I tried to reconstruct a simple protein structure from its sequence using the size, charge and hydrophobe matrices (Figure 5). It was not possible. It seems likely that the new matrices will play an important role in describing the correlation between physicochemical matrices and the 3D structure. An additional development is the prediction of different types of protein folds and the identification of patterns in the dot-plots that might act as signatures for structural folds at some SCOP level.

It was not possible to produce any dot-plot pattern resembling the original 2D or 3D view of the protein structure.

The overall patterns obtained by compatibility and similarity matrices seem to be fundamentally different. While similarity shows up in the dot-plot as a single diagonal line, the compatibility picture is more columnar with massive blocks and intersections. This seems to be consistent with the view that residue co-locations often occur in sequence-crossing sections rather than in linear alignments.

Discussion

The first step of ab initio protein structure prediction (as well as protein design) is the prediction of the secondary structure (i.e. the location and length of alpha helices, beta strands and turns). This is a relatively easy task and several tools exist for the purpose. The next step is the further arrangement of the secondary structure elements into 3D, which usually involves sequence to sequence contacts between different parts of the peptide chain. Residue-residue contacts in and between peptide chains is not random; it is biased. Many indexes and matrices exist to describe it and much effort has been expended to connect these preferences to different physicochemical and biological circumstances, such as molecular configurations, intracellular locations, the structural or functional role of the protein, and even to different species, etc. [1720].

Residue indexing is a relatively convenient method because it limits the number of possibilities to the number of the residue pairs.

It is believed that the main force that keeps a protein structure together is the hydrophobic interaction; many residues with the same hydropathy in one sequence interact with many residues with the same hydropathy in another sequence. The role of the powerful, but few, interactions between charges is probably much less. Size also plays a significant role in determining which parts of the structure fit to which other part; however, size and shape properties are often associated with larger protein domains formed by many residues (docking models). Size compatibility at residue level is well known from nucleic acid structures; there, the large purine bases always prefer interaction with the smaller pyrimidines. However, this type of size compatibility is not known to exist for individual amino acids.
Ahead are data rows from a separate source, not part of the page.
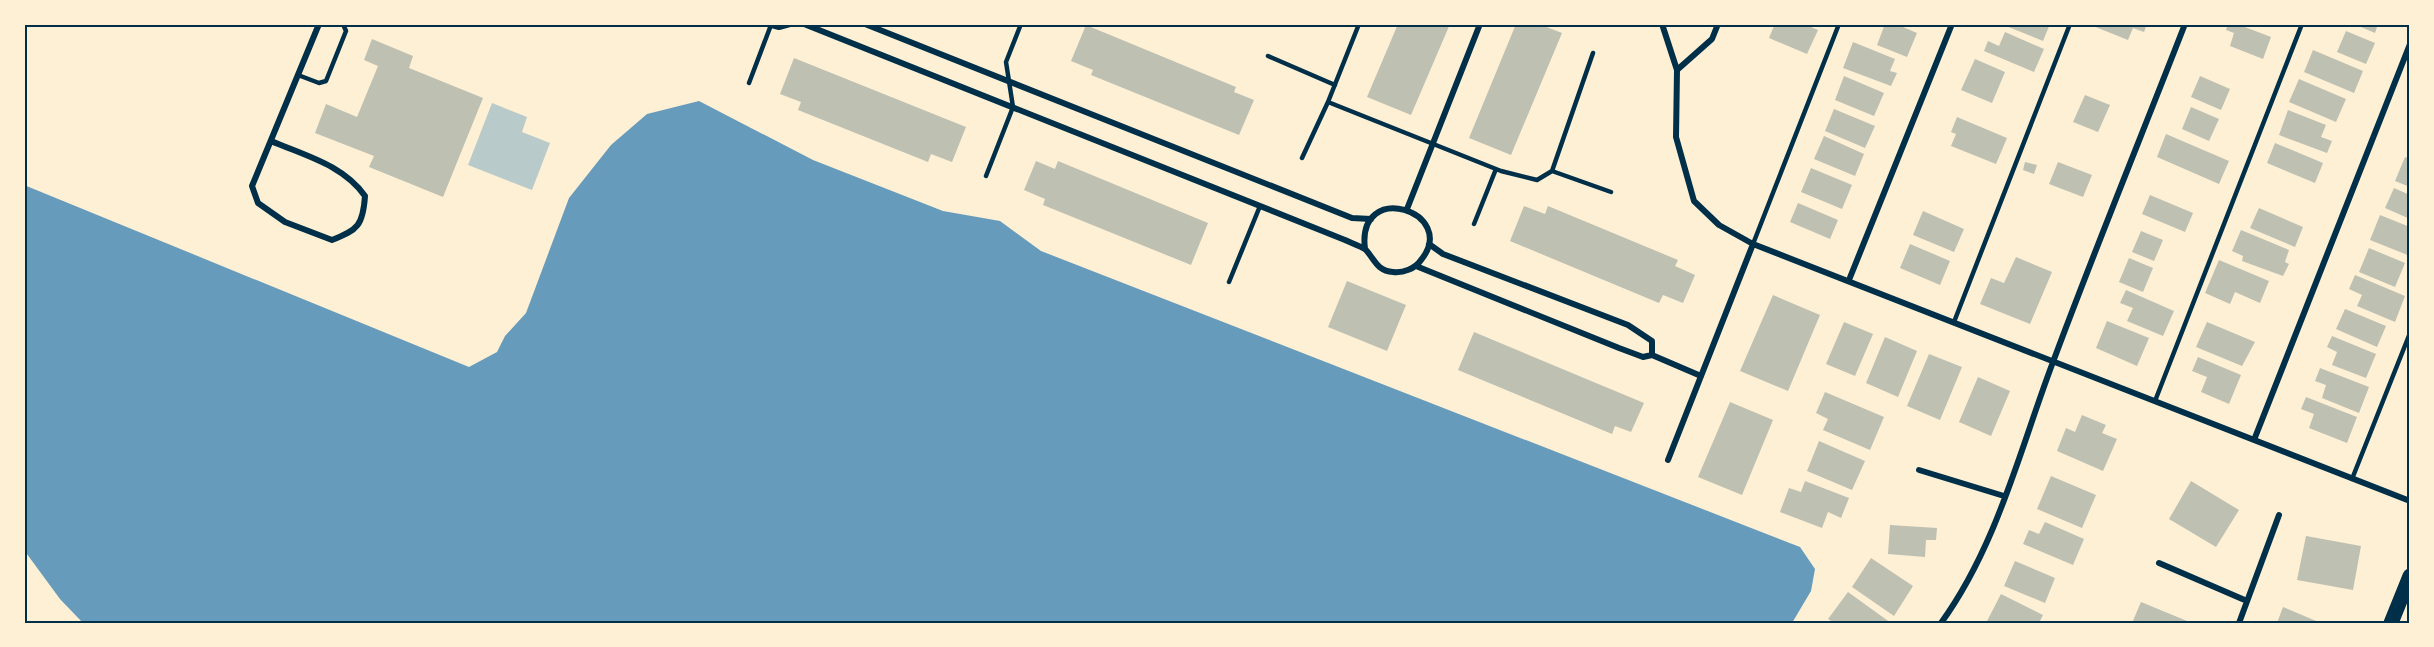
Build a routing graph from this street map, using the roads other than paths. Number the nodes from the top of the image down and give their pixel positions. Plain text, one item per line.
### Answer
1 (319, 24) edge
2 (343, 24) edge
3 (790, 24) edge
4 (804, 24) edge
5 (865, 24) edge
6 (1021, 24) edge
7 (1359, 24) edge
8 (1480, 24) edge
9 (1662, 24) edge
10 (1718, 24) edge
11 (1839, 24) edge
12 (1952, 24) edge
13 (2070, 24) edge
14 (2185, 24) edge
15 (2302, 24) edge
16 (770, 25) edge
17 (2410, 44) edge
18 (1593, 53) dead end
19 (1268, 56) dead end
20 (1677, 70) junction
21 (298, 75) junction
22 (1011, 82) junction
23 (749, 83) dead end
24 (1335, 85) junction
25 (1328, 102) junction
26 (1012, 107) junction
27 (271, 141) junction
28 (1433, 144) junction
29 (1302, 158) dead end
30 (1496, 169) junction
31 (1552, 171) junction
32 (986, 176) dead end
33 (1611, 192) dead end
34 (1260, 206) junction
35 (1407, 209) junction
36 (1371, 219) junction
37 (1474, 224) dead end
38 (1429, 244) junction
39 (1753, 244) junction
40 (1365, 249) junction
41 (1416, 266) junction
42 (1849, 280) junction
43 (1229, 282) dead end
44 (1954, 322) junction
45 (2410, 333) edge
46 (1652, 355) junction
47 (2053, 361) junction
48 (1701, 376) junction
49 (2154, 401) junction
50 (2254, 440) junction
51 (1668, 460) dead end
52 (1919, 470) dead end
53 (2352, 479) junction
54 (2004, 496) junction
55 (2410, 501) edge
56 (2279, 515) dead end
57 (2158, 563) dead end
58 (2410, 576) edge
59 (2247, 601) junction
60 (1941, 623) edge
61 (2239, 623) edge
62 (2391, 623) edge

1 - 21 street
2 - 21 lane
3 - 16 street
4 - 26 street
5 - 22 street
6 - 22 lane
7 - 24 lane
8 - 28 street
9 - 20 street
10 - 20 street
11 - 39 lane
12 - 42 street
13 - 44 lane
14 - 47 street
15 - 49 lane
16 - 23 lane
17 - 50 street
18 - 31 lane
19 - 24 lane
20 - 39 street
21 - 27 street
22 - 26 lane
22 - 36 street
24 - 25 lane
25 - 28 lane
25 - 29 lane
26 - 32 lane
26 - 34 street
27 - 27 street
28 - 30 lane
28 - 35 street
30 - 31 lane
30 - 37 lane
31 - 33 lane
34 - 40 street
34 - 43 lane
35 - 36 street
35 - 38 street
36 - 40 street
38 - 41 street
38 - 46 street
39 - 42 street
39 - 48 street
40 - 41 street
41 - 46 street
42 - 44 street
44 - 47 street
45 - 53 lane
46 - 48 street
47 - 49 street
47 - 54 street
48 - 51 street
49 - 50 street
50 - 53 street
52 - 54 street
53 - 55 street
54 - 60 street
56 - 59 street
57 - 59 street
58 - 62 main road
59 - 61 street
The present observations confirm that hydropathy and charge properties do play an important role in determining residue co-locations in protein structures. Analysis of the results with the CCI indicated (not surprisingly) a higher prevalence of oppositely charged than similarly charged pairs. Less expected is the fact that positive-neutral pairs are significantly more prevalent (compatible) than negative-neutral pairs. This finding might further influence the role of charge in structure determination.

The SCI clearly indicates the presence of size compatibility in the amino acid bias: smaller residues preferentially co-locate with larger residues, while small-small and large-large co-locations are not preferred. This size preference at a single residue level is a novel observation.

Attempts were made to use the three different matrices in a dot-plot to predict the place and extent of the most likely residue co-locations. This semi-quantitative method indicated that the three very different matrices located very similar residues and subsequences as potential co-location places. No single diagonal line was seen in the dot-plot matrices, which is the expected signature of sequence similarity (or compatibility in our case). Instead, block-like areas indicated the place and extent of predicted sequence compatibilities. It was not possible to reconstruct a real map of any protein 2D structure.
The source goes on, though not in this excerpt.